設計技術者に求められる加工技術知識の重要性

数ミクロンから数十ミクロンの加工精度を求められ精密加工においては、設計段階からのVA・VEが極めて重要となってきます。如何に「加工の工数を削減できるか」、「品質の精度を如何に容易に出すことができるか」などは設計段階で決まります。そのため、製品のコストは設計段階で80%が決定すると言われているのです。

設計段階での代表的なコストダウン手法は加工工数の削減や品質を実現するための工程設計になります。数ミクロンから数十ミクロンの精度を必要とする精密加工では、設計段階での工夫することで部品を加工する際のコストを決定するのです。 設計段階でコストの70~80%が決定!

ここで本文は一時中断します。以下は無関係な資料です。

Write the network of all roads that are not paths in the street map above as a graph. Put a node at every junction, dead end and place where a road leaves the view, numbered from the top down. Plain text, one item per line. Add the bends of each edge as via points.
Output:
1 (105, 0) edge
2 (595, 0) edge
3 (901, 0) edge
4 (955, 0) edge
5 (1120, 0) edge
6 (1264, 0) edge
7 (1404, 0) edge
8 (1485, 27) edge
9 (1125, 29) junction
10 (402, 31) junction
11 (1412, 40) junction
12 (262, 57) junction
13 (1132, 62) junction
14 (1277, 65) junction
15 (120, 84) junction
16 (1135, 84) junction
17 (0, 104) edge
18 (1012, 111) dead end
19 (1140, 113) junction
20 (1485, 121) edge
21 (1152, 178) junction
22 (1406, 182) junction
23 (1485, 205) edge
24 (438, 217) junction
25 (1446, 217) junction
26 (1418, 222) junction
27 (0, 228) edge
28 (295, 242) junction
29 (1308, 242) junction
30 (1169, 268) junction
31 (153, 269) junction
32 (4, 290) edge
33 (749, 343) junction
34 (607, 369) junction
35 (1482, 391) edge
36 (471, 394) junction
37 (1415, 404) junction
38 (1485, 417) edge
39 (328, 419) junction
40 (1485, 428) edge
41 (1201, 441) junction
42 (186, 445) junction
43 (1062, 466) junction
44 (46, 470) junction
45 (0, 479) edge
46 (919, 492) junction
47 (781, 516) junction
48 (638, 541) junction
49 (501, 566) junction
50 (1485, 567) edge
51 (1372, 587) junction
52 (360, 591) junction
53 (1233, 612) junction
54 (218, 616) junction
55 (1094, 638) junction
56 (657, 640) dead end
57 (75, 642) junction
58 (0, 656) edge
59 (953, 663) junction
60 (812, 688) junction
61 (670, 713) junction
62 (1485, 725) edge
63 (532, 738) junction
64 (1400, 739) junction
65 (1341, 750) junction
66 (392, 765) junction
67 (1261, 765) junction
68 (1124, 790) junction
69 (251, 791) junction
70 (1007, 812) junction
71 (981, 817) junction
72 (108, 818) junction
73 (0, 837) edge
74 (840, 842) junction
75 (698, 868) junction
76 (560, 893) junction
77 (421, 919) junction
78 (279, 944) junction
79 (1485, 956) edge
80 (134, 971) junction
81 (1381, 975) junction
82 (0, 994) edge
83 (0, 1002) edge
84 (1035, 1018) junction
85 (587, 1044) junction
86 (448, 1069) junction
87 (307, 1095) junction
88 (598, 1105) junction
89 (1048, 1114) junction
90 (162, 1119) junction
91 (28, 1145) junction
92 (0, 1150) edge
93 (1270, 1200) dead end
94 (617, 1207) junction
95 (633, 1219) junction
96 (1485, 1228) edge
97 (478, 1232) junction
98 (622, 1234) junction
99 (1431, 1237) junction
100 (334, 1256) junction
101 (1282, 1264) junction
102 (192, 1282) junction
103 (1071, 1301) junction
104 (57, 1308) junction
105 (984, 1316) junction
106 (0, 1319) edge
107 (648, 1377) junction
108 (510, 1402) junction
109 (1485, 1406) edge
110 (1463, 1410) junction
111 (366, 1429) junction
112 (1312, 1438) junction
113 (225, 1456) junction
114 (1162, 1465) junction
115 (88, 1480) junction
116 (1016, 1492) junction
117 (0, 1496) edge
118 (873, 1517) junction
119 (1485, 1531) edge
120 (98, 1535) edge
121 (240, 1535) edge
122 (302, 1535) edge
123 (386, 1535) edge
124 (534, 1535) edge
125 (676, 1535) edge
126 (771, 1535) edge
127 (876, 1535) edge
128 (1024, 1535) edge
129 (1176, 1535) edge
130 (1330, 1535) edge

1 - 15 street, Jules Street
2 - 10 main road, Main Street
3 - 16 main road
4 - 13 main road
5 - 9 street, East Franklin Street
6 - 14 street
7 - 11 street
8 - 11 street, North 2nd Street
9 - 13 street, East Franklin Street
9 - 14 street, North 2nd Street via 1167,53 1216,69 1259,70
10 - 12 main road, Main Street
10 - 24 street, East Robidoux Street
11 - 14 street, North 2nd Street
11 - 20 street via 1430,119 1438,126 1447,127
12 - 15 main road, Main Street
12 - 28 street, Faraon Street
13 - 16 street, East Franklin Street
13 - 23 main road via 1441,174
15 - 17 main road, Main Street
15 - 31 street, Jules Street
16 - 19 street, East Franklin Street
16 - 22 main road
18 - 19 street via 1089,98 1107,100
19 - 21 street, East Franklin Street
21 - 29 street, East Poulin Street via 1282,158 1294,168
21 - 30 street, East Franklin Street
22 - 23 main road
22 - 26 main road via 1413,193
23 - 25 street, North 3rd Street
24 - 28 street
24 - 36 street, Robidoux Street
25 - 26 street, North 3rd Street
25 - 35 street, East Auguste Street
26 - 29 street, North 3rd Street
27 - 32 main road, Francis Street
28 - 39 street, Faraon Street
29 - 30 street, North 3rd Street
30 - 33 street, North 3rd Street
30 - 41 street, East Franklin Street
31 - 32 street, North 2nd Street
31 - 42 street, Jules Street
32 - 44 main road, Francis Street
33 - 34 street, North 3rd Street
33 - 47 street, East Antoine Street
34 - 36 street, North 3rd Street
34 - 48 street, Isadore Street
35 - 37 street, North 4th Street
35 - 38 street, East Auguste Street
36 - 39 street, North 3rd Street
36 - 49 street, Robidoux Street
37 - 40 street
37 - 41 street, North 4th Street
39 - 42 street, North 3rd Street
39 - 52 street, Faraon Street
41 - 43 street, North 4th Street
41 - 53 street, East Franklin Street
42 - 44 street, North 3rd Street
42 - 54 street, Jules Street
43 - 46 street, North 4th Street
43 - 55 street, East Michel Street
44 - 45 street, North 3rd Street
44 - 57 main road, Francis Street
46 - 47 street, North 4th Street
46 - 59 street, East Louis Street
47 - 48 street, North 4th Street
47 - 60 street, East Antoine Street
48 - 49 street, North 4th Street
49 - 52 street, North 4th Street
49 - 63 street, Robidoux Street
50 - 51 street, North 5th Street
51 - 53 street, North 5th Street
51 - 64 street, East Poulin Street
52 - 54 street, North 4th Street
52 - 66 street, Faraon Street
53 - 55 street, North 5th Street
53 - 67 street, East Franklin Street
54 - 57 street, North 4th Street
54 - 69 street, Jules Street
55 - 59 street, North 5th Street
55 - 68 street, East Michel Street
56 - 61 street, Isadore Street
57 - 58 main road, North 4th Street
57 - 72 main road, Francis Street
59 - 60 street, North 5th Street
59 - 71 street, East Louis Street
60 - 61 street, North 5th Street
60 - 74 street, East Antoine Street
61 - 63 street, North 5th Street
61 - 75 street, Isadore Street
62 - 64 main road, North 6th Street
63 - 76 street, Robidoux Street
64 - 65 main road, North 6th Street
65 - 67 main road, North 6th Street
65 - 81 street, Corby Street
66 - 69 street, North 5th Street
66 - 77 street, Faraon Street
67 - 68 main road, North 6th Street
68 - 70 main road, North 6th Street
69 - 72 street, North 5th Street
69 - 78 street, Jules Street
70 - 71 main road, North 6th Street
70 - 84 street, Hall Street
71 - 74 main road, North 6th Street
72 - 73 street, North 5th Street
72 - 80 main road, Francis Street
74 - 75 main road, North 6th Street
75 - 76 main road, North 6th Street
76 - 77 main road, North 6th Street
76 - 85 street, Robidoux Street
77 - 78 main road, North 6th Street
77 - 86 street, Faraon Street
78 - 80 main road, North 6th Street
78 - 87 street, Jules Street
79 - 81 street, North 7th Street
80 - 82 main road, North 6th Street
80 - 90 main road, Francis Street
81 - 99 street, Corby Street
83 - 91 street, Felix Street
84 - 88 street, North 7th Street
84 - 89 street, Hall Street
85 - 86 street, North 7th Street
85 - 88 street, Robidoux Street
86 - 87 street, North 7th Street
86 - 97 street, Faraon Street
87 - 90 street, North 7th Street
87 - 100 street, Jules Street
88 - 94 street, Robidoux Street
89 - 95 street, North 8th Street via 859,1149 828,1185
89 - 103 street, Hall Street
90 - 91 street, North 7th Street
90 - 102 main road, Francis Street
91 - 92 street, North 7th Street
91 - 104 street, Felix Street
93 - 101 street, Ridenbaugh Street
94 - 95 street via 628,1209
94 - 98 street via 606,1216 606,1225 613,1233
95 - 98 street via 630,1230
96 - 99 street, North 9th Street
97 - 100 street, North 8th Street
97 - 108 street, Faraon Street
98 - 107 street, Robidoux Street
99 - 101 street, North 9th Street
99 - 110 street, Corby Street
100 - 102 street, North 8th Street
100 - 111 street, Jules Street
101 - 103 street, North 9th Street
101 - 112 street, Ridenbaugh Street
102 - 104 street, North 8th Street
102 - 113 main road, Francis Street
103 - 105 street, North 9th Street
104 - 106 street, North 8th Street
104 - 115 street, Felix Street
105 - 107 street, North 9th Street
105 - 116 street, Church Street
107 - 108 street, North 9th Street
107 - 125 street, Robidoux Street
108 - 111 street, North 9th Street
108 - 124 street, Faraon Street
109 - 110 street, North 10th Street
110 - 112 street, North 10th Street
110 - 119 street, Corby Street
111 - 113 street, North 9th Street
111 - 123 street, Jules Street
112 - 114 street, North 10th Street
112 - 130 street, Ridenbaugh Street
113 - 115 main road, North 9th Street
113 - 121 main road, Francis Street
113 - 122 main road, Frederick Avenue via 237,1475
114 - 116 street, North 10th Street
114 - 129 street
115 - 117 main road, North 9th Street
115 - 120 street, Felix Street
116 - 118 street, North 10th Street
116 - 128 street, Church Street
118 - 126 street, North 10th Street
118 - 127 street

調達段階での代表的なコストダウンは、①部品の仕入先への価格協力、②相見積もりによる価格比較からのコストダウン等が挙げられます。ただし、精密加工においては、こうした調達段階でのコストダウンには限界があります。そのため、設計段階からのコストダウンこそ、より重視すべきポイントであるといえます。
生産現場では設計者が描いた図面に従って部品を加工していきます。仕様を満たすために、最適な加工方法を選択し、少ない工数で求める品質と形状に仕上げていきます。生産現場でのコストダウンは工数の削減などの現場のカイゼンが中心となります。
生産プロセスの川上に位置する設計段階の図面によって、調達は材料調達、生産現場は部品を加工します。製品コストは設計段階で70~80%が決定すると言われ、製品のコストダウンは設計段階が最も重要といえるのです。